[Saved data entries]
=== Section Start ===

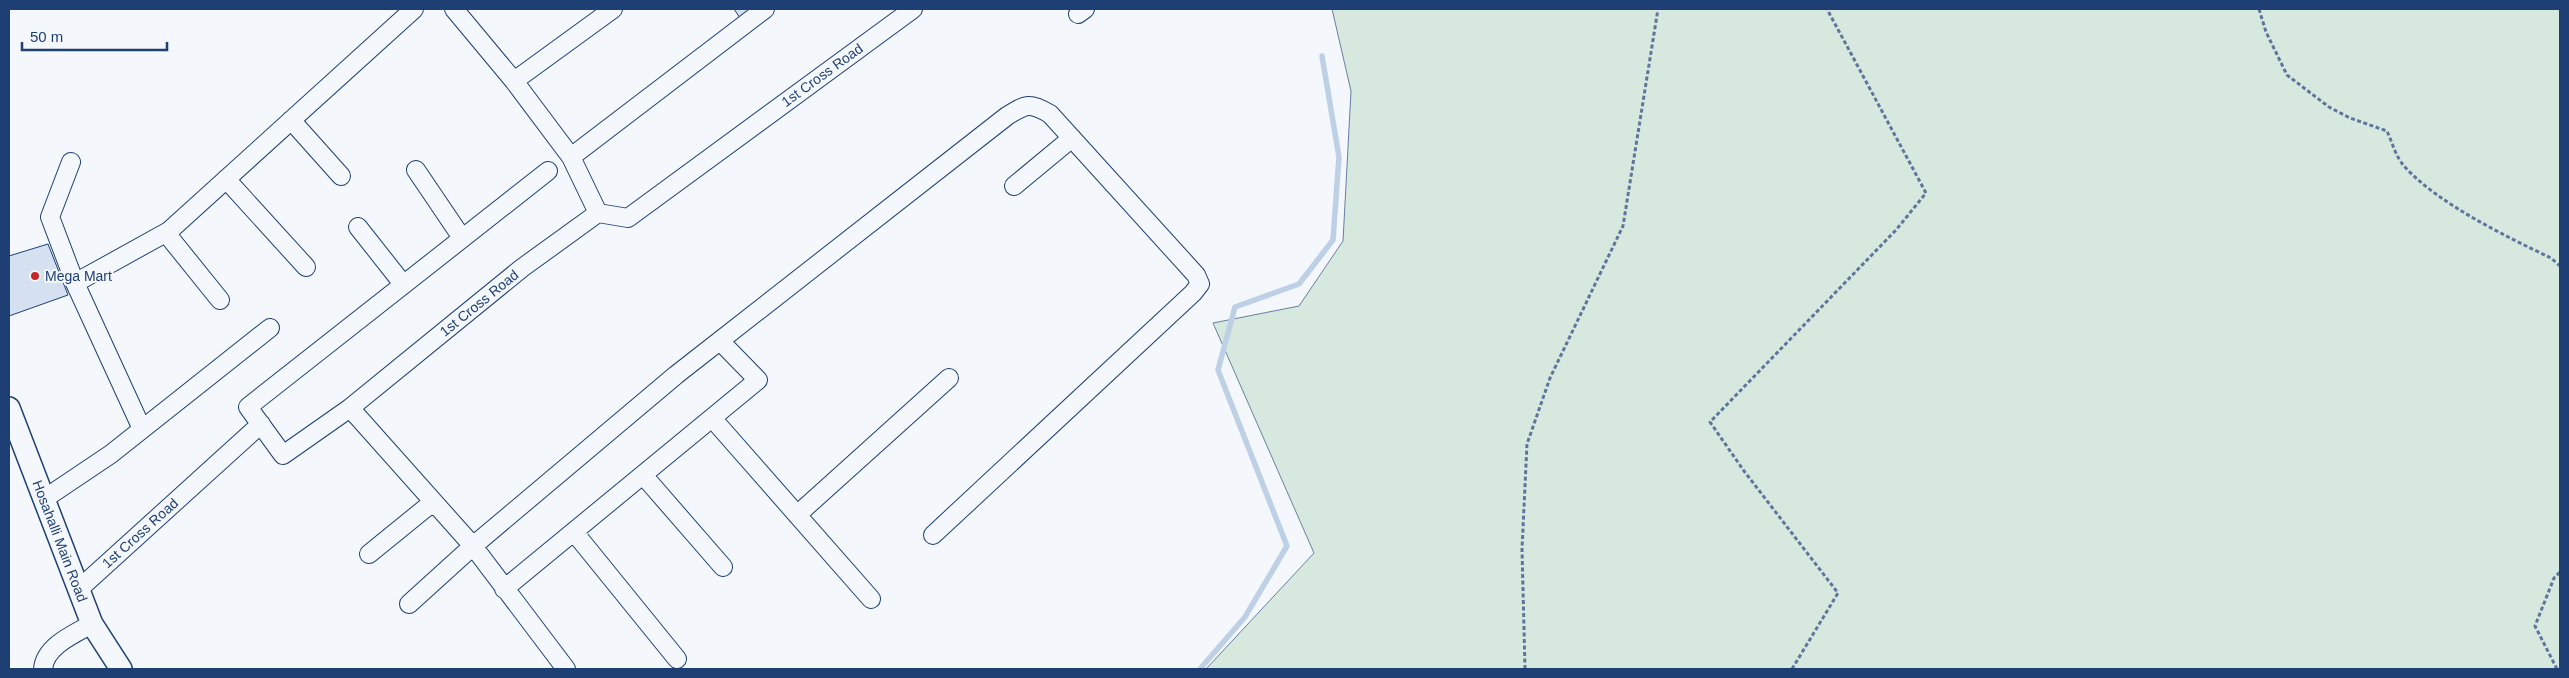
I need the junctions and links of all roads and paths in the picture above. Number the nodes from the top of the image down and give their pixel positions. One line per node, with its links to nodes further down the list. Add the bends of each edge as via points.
1 (414, 9): 10 (street)
2 (454, 9): 9 (street)
3 (613, 9): 9 (street)
4 (765, 9): 12 (street)
5 (1658, 9): 55 (path, via 1623,226 1550,378 1527,444 1522,549)
6 (1827, 9): 56 (path, via 1926,193 1896,230 1710,422 1838,593)
7 (2259, 9): 23 (path, via 2266,32 2287,75 2329,107 2388,131 2402,164 2422,183)
8 (910, 10): 19 (street, 1st Cross Road, via 628,218)
9 (514, 81): 12 (street)
10 (291, 120): 16 (street); 17 (street)
11 (1072, 138): 18 (street); 29 (street, via 1050,114 1034,105 1014,111); 41 (street, via 1196,275 1200,284)
12 (571, 157): 19 (street)
13 (71, 162): 25 (street, via 50,216)
14 (416, 170): 22 (street)
15 (548, 170): 22 (street)
16 (341, 176)
17 (226, 180): 21 (street); 24 (street)
18 (1014, 186)
19 (598, 213): 32 (street, 1st Cross Road, via 522,268)
20 (358, 227): 26 (street)
21 (166, 233): 25 (street); 27 (street)
22 (462, 238): 26 (street)
23 (2560, 266)
24 (306, 267)
25 (75, 283): 35 (street)
26 (404, 284): 34 (street, via 248,406)
27 (220, 300)
28 (270, 328): 35 (street)
29 (720, 341): 33 (street, via 758,380); 42 (street)
30 (949, 378): 39 (street)
31 (9, 408): 37 (street, Hosahalli Main Road)
32 (350, 408): 34 (street, 1st Cross Road, via 283,455); 38 (street)
33 (712, 418): 36 (street); 39 (street)
34 (261, 424): 46 (street, 1st Cross Road)
35 (142, 429): 37 (street)
36 (643, 475): 40 (street); 44 (street)
37 (44, 499): 46 (street, Hosahalli Main Road)
38 (433, 502): 42 (street); 43 (street)
39 (797, 515): 48 (street)
40 (574, 532): 47 (street); 51 (street)
41 (933, 535)
42 (472, 546): 47 (street); 49 (street)
43 (369, 554)
44 (723, 568)
45 (2560, 572): 57 (path, via 2554,578 2535,626)
46 (79, 589): 50 (street, Hosahalli Main Road)
47 (504, 589): 54 (street)
48 (871, 599)
49 (409, 604)
50 (92, 624): 52 (street, via 64,639 44,660); 53 (street, Hosahalli Main Road)
51 (677, 660)
52 (44, 669)
53 (121, 669)
54 (566, 669)
55 (1525, 669)
56 (1792, 669)
57 (2557, 669)

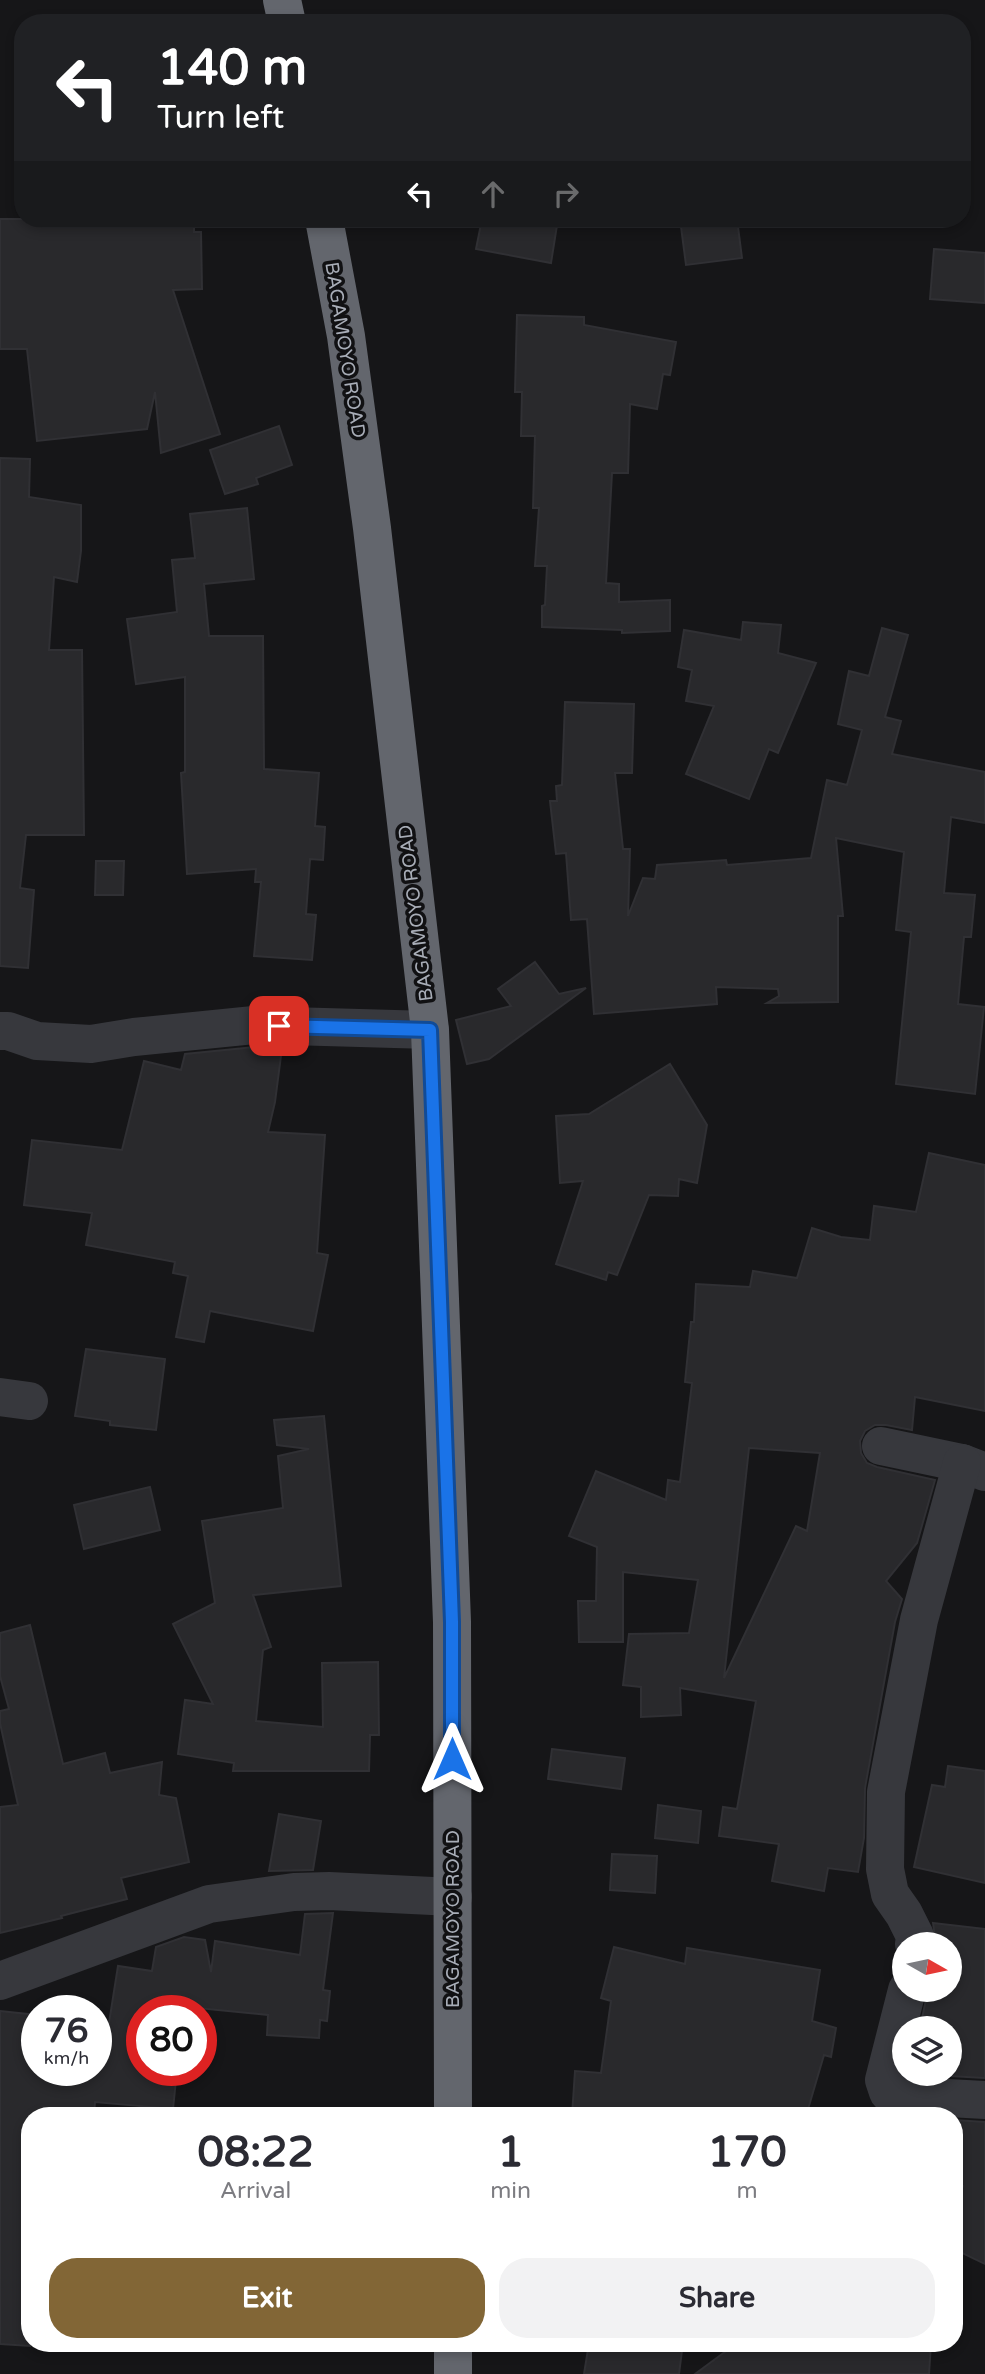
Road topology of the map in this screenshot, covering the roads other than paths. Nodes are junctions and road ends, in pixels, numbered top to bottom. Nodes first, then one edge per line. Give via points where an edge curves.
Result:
1 (326, 228) edge
2 (430, 1030) junction
3 (0, 1031) edge
4 (881, 1446) dead end
5 (974, 1468) edge
6 (453, 1897) junction
7 (913, 1932) edge
8 (0, 1980) edge
9 (904, 2002) edge
10 (985, 2099) edge
11 (453, 2107) edge
12 (453, 2352) edge
13 (453, 2374) edge

1 - 2 highway, BAGAMOYO ROAD via 346,336 370,514
2 - 3 street via 254,1025 91,1044 37,1041
2 - 6 highway, BAGAMOYO ROAD via 452,1622
4 - 5 street
5 - 7 street via 919,1620 886,1792 885,1869 890,1894
6 - 8 street via 306,1891 209,1904
6 - 11 highway, BAGAMOYO ROAD
9 - 10 street via 884,2080 888,2092
12 - 13 highway

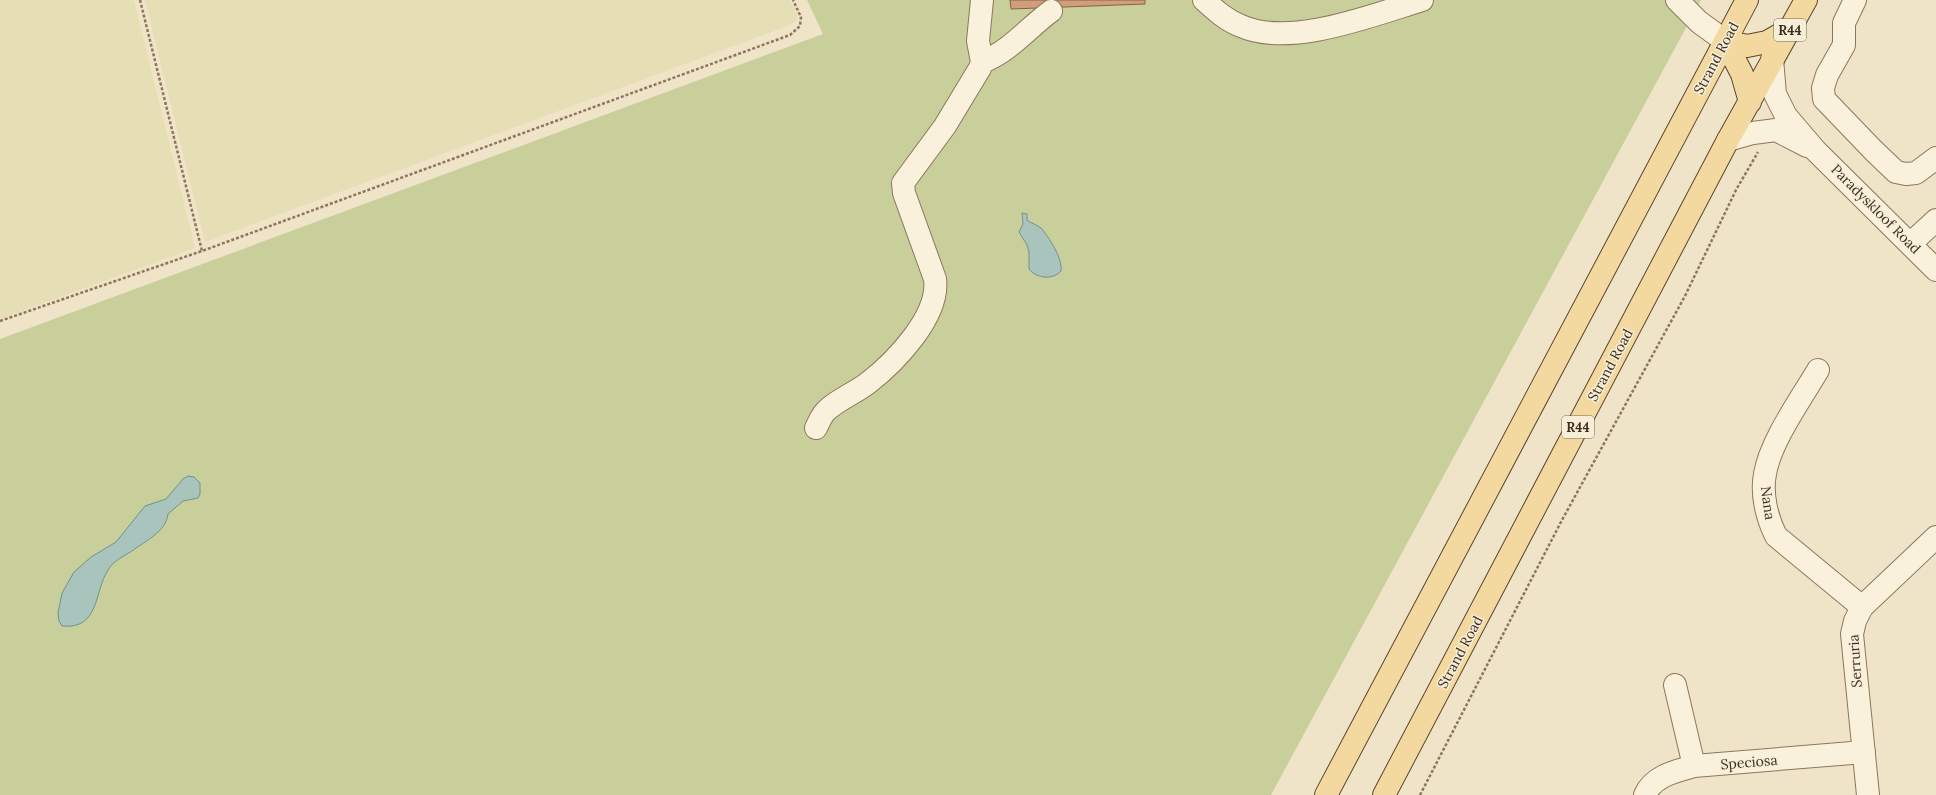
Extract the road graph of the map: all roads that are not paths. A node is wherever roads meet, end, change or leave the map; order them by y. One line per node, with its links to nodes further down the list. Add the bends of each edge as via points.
1 (982, 0): 12 (street, via 978,41)
2 (1204, 0): 3 (street, via 1223,17 1242,27 1270,33 1297,33 1327,28)
3 (1422, 0)
4 (1747, 0): 10 (main road, Strand Road)
5 (1806, 0): 9 (main road, Strand Road / R44)
6 (1855, 0): 16 (street, via 1844,23 1844,45 1827,75 1823,88 1824,99 1896,172 1916,173)
7 (1679, 2): 10 (street, via 1699,22)
8 (1051, 11): 12 (street, via 994,57)
9 (1790, 29): 10 (main road, via 1767,42 1747,46); 11 (main road, Strand Road / R44)
10 (1725, 41): 13 (main road, via 1742,74); 27 (main road, Strand Road)
11 (1772, 59): 13 (main road, Strand Road / R44); 15 (street, Paradyskloof Road, via 1775,94 1786,116)
12 (982, 62): 21 (street, via 945,126 903,183 904,194 935,279 935,293 931,304 913,337 895,358 868,383 826,410)
13 (1750, 102): 14 (main road, Strand Road / R44)
14 (1728, 140): 15 (street, Paradyskloof Road, via 1776,130); 28 (main road, Strand Road / R44)
15 (1815, 150): 18 (street, Paradyskloof Road)
16 (1936, 158)
17 (1936, 220): 18 (street)
18 (1910, 244): 19 (street, Paradyskloof Road)
19 (1936, 270)
20 (1818, 370): 23 (street, Nana, via 1780,435 1769,460 1765,475 1765,504 1769,523 1776,536)
21 (816, 428)
22 (1936, 537): 23 (street, Serruria)
23 (1862, 607): 25 (street, Serruria, via 1852,634)
24 (1675, 686): 26 (street)
25 (1864, 752): 26 (street, Speciosa); 30 (street, Serruria)
26 (1694, 766): 29 (street, Speciosa, via 1665,776 1648,786)
27 (1326, 795)
28 (1384, 795)
29 (1645, 795)
30 (1868, 795)

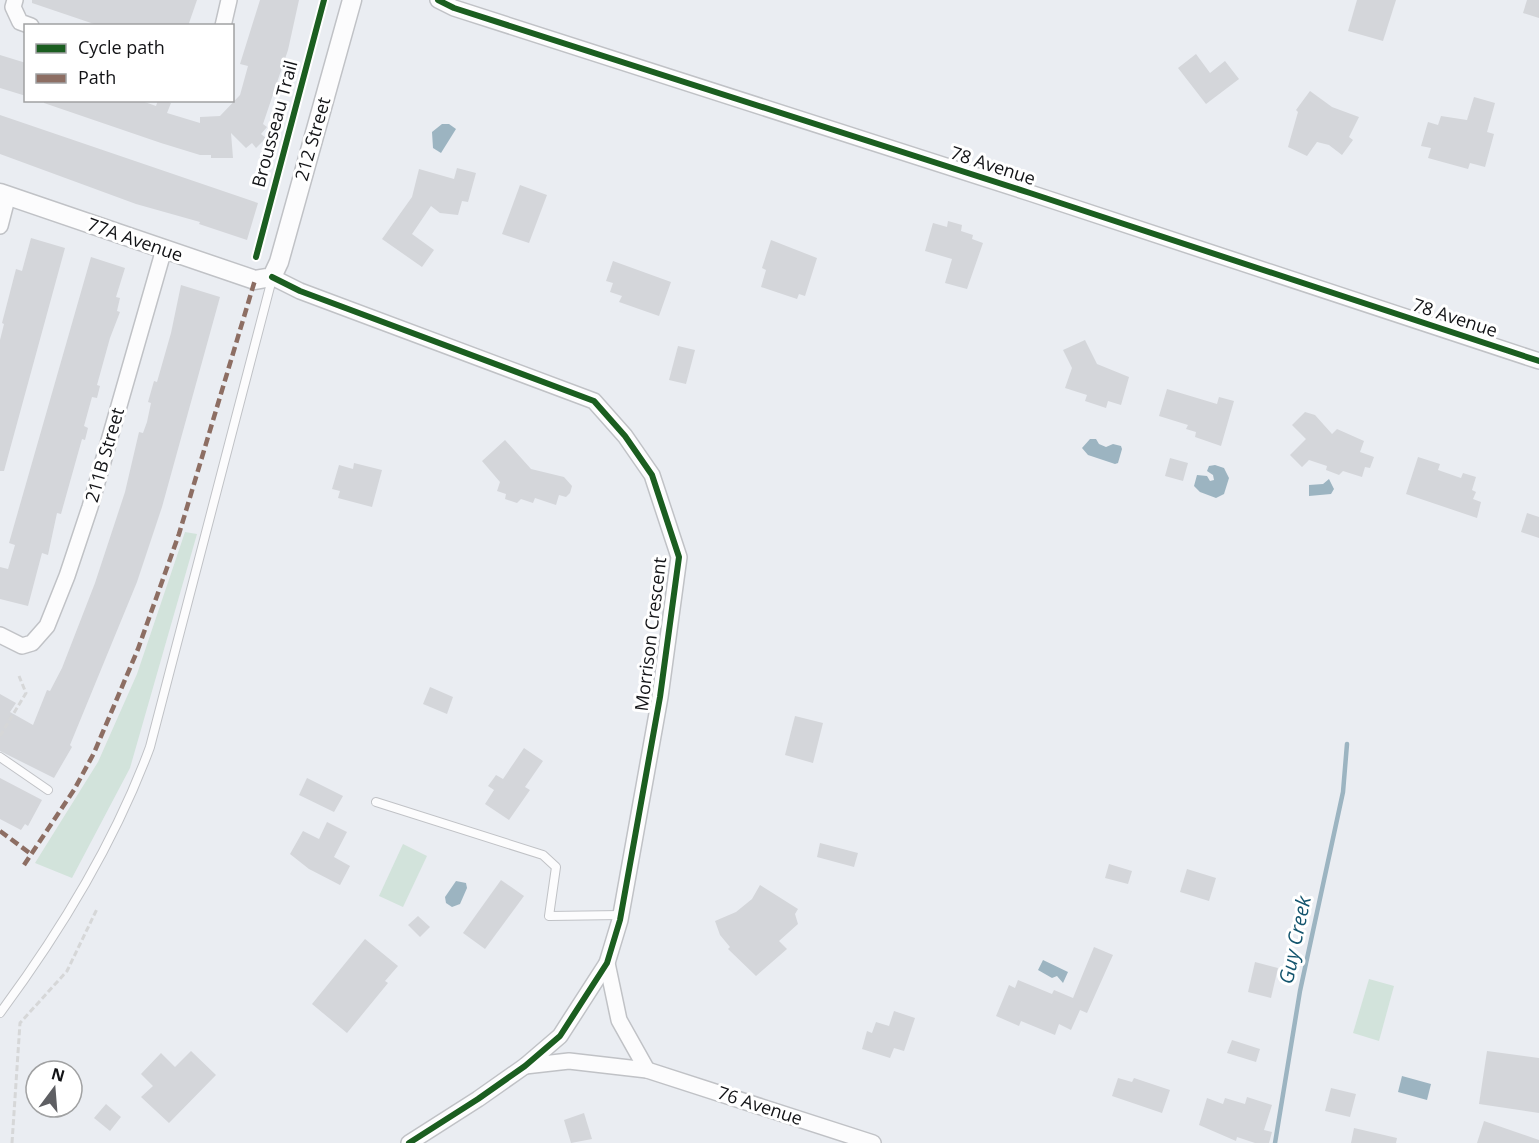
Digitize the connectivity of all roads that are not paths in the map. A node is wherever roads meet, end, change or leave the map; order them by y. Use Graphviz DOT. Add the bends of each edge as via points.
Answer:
graph roads {
  1 [pos="15,0"];
  2 [pos="229,0"];
  3 [pos="352,0"];
  4 [pos="438,0"];
  5 [pos="25,24"];
  6 [pos="224,24"];
  7 [pos="4,194"];
  8 [pos="0,226"];
  9 [pos="164,249"];
  10 [pos="272,277"];
  11 [pos="1539,361"];
  12 [pos="0,635"];
  13 [pos="0,758"];
  14 [pos="48,790"];
  15 [pos="376,802"];
  16 [pos="621,915"];
  17 [pos="607,963"];
  18 [pos="0,1013"];
  19 [pos="525,1066"];
  20 [pos="647,1070"];
  21 [pos="409,1143"];
  22 [pos="873,1143"];
  1 -- 5 [label="street" via="13,7"];
  2 -- 6 [label="street"];
  3 -- 10 [label="street, 212 Street"];
  4 -- 11 [label="street, 78 Avenue"];
  7 -- 8 [label="street"];
  7 -- 9 [label="street, 77A Avenue"];
  9 -- 10 [label="street, 77A Avenue" via="255,280"];
  9 -- 12 [label="street, 211B Street" via="90,507 47,626 32,643 22,646"];
  10 -- 16 [label="street, Morrison Crescent" via="300,291 594,401 652,475 679,557 660,696"];
  10 -- 18 [label="lane" via="143,766 81,890"];
  13 -- 14 [label="lane"];
  15 -- 16 [label="lane" via="543,855 556,867 549,916"];
  16 -- 17 [label="street, Morrison Crescent"];
  17 -- 19 [label="street, Morrison Crescent" via="560,1036"];
  17 -- 20 [label="street" via="619,1020"];
  19 -- 20 [label="street, 76 Avenue" via="569,1061"];
  19 -- 21 [label="street, Morrison Crescent"];
  20 -- 22 [label="street, 76 Avenue"];
}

=== Section End ===

TASK BRIEF: Only the lines that contain the string "highway" are to be copied from the records.

ANSWER BELOW:
1 - 2 highway, BAGAMOYO ROAD via 346,336 370,514
2 - 6 highway, BAGAMOYO ROAD via 452,1622
6 - 11 highway, BAGAMOYO ROAD
12 - 13 highway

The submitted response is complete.